Granular approach to data processing under probabilistic uncertainty

Abstract

The existing algorithms for data processing under probabilistic uncertainty often require too much computation time. Sometimes, we can speed up the corresponding computations if we take into account the fact that in many real-life situations, uncertainty can be naturally described as a combination of several components, components which are described by different granules. In such situations, to process this uncertainty, it is often beneficial to take this granularity into account by processing these granules separately and then combining the results. In this paper, we show that granular computing can help even in situations when there is no such natural decomposition into granules, namely we can often speed up processing of uncertainty if we first (artificially) decompose the original uncertainty into appropriate granules.

Appendix: Non-uniform distribution of \(\alpha _j\) is better

1.1 Idea

If we select two values \(\alpha _j\) too close to each other, there will be too much correlation between them, so adding the function corresponding to the second value does not add much information to what we know from a function corresponding to the first value.

We are approximating a general function (logarithm of a characteristic function) as a linear combination of functions \(|t|^{\alpha _j}\). If two values \(\alpha _j\) and \(\alpha _{j+1}\) are close, then the function \(|t|^{\alpha _{j+1}}\) can be well approximated by a term linear in \(|t|^{\alpha _j}\); thus, the term proportional to \(|t|^{\alpha _{j+1}}\) is not needed.

It, therefore, makes sense to select the values \(\alpha _j\) in such as way that for each j, the part of \(|t|^{\alpha _{j+1}}\) that cannot be approximated by terms proportional to \(|t|^{\alpha _j}\) should be the largest possible.
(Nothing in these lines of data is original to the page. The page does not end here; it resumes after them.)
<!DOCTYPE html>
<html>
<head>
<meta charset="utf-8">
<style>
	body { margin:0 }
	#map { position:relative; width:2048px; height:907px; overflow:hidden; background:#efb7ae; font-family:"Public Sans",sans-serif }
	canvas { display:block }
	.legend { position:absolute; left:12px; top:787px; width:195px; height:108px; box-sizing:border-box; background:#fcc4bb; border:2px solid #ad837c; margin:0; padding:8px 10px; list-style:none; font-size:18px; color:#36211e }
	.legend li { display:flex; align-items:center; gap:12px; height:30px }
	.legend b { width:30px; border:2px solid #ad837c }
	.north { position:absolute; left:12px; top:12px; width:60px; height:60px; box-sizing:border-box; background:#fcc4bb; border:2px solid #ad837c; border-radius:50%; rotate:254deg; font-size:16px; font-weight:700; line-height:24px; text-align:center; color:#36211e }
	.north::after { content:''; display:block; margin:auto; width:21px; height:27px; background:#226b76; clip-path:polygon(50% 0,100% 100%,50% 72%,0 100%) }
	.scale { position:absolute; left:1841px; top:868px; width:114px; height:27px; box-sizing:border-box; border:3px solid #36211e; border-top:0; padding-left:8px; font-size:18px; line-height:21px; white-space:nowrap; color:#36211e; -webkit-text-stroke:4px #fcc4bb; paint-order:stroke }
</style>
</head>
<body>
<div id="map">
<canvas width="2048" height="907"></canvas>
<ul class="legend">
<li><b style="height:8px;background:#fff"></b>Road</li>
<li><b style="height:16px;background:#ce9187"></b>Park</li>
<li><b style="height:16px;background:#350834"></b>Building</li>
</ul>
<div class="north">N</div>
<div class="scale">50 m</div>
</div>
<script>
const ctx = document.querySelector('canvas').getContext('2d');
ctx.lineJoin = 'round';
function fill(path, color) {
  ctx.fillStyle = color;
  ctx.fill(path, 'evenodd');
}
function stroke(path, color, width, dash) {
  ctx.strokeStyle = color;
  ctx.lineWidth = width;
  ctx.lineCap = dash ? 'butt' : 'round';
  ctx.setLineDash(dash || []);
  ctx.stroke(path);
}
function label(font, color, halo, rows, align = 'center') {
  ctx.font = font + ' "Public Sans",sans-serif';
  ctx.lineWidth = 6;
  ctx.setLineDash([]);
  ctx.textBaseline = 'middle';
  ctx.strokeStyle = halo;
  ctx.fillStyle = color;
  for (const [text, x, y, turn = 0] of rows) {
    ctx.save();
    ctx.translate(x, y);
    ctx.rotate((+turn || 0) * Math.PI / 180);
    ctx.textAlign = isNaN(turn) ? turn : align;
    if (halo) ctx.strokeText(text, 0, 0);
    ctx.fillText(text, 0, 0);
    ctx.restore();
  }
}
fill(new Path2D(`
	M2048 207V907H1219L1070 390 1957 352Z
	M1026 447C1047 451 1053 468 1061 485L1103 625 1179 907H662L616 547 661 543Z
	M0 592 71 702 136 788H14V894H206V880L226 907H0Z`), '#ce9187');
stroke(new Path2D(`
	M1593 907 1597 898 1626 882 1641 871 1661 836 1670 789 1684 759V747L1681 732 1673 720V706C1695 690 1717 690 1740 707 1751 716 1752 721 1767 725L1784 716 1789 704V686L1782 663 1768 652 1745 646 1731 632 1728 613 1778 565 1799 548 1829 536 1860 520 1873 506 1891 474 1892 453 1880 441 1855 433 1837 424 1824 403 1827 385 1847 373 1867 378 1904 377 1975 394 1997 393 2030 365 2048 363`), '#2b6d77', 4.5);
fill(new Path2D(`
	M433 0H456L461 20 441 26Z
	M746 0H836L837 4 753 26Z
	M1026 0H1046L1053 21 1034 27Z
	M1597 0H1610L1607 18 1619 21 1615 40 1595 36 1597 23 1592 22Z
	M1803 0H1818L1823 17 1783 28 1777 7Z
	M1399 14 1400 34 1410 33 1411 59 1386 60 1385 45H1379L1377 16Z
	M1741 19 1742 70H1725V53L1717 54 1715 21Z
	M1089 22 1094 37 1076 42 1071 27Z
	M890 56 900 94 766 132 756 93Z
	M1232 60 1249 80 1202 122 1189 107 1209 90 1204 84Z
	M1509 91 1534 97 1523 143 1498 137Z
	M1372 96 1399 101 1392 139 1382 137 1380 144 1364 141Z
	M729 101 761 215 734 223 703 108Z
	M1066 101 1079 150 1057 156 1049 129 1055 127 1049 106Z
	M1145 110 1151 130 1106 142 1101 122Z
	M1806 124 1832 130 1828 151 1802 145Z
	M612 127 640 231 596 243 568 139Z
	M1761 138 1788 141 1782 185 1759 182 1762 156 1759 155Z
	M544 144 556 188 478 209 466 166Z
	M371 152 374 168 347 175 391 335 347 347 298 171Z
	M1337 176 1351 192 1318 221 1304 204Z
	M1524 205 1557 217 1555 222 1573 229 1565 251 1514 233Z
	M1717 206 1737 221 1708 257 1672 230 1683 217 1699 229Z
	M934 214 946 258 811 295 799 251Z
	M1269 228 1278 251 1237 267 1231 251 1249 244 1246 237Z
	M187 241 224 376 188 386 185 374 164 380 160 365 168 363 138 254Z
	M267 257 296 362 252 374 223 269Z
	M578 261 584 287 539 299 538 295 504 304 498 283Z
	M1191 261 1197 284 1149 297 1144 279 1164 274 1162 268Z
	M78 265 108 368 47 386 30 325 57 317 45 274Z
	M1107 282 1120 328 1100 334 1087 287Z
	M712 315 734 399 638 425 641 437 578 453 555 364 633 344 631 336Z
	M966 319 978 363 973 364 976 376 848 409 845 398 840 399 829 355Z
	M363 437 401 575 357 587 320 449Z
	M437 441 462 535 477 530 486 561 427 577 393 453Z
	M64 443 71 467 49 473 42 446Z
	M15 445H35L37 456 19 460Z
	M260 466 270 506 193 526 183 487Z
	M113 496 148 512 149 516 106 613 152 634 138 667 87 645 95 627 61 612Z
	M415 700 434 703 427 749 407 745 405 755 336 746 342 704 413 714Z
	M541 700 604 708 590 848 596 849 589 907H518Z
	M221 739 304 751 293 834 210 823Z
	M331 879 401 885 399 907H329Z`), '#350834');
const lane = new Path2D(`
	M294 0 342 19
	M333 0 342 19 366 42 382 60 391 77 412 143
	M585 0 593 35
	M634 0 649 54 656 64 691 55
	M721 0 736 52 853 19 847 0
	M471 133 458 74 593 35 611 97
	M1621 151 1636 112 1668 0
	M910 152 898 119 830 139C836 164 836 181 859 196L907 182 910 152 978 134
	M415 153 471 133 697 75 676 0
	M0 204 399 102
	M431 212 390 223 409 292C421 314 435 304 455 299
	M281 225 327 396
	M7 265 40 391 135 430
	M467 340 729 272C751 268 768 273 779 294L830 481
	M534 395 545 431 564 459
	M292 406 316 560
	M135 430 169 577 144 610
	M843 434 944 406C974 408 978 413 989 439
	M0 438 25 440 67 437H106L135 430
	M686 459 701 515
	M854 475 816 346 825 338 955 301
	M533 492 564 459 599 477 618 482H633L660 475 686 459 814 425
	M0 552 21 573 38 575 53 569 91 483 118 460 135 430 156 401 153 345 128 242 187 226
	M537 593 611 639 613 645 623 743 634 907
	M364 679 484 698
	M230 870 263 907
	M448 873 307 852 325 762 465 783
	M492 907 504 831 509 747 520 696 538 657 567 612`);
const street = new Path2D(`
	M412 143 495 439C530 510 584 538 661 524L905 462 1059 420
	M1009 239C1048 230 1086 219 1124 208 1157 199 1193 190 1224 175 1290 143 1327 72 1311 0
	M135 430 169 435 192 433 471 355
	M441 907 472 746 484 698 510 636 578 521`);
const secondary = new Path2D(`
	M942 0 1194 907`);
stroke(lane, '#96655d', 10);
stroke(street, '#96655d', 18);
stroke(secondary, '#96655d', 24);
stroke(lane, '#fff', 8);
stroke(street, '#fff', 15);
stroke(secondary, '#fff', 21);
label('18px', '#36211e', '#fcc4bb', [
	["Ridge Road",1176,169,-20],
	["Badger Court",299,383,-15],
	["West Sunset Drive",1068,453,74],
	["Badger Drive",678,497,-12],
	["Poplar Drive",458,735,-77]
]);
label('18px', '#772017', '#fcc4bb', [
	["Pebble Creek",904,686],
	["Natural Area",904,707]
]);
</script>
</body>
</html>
1.2 Let us reformulate this idea in precise terms

For every two functions f(t) and g(t), the part of g(t) which cannot be represented by terms \(a\cdot f(t)\) (proportional to f(t)) can be described as follows. It is reasonable to describe the difference between the two functions f(t) and g(t) by the least squares (\(L^2\)) metric \(\int (f(t)-g(t))^2\,{\text {d}}t\). In these terms, the value of a function itself itself can be described as its distance from 0, i.e., as \(\int (f(t))^2\,{\text {d}}t\).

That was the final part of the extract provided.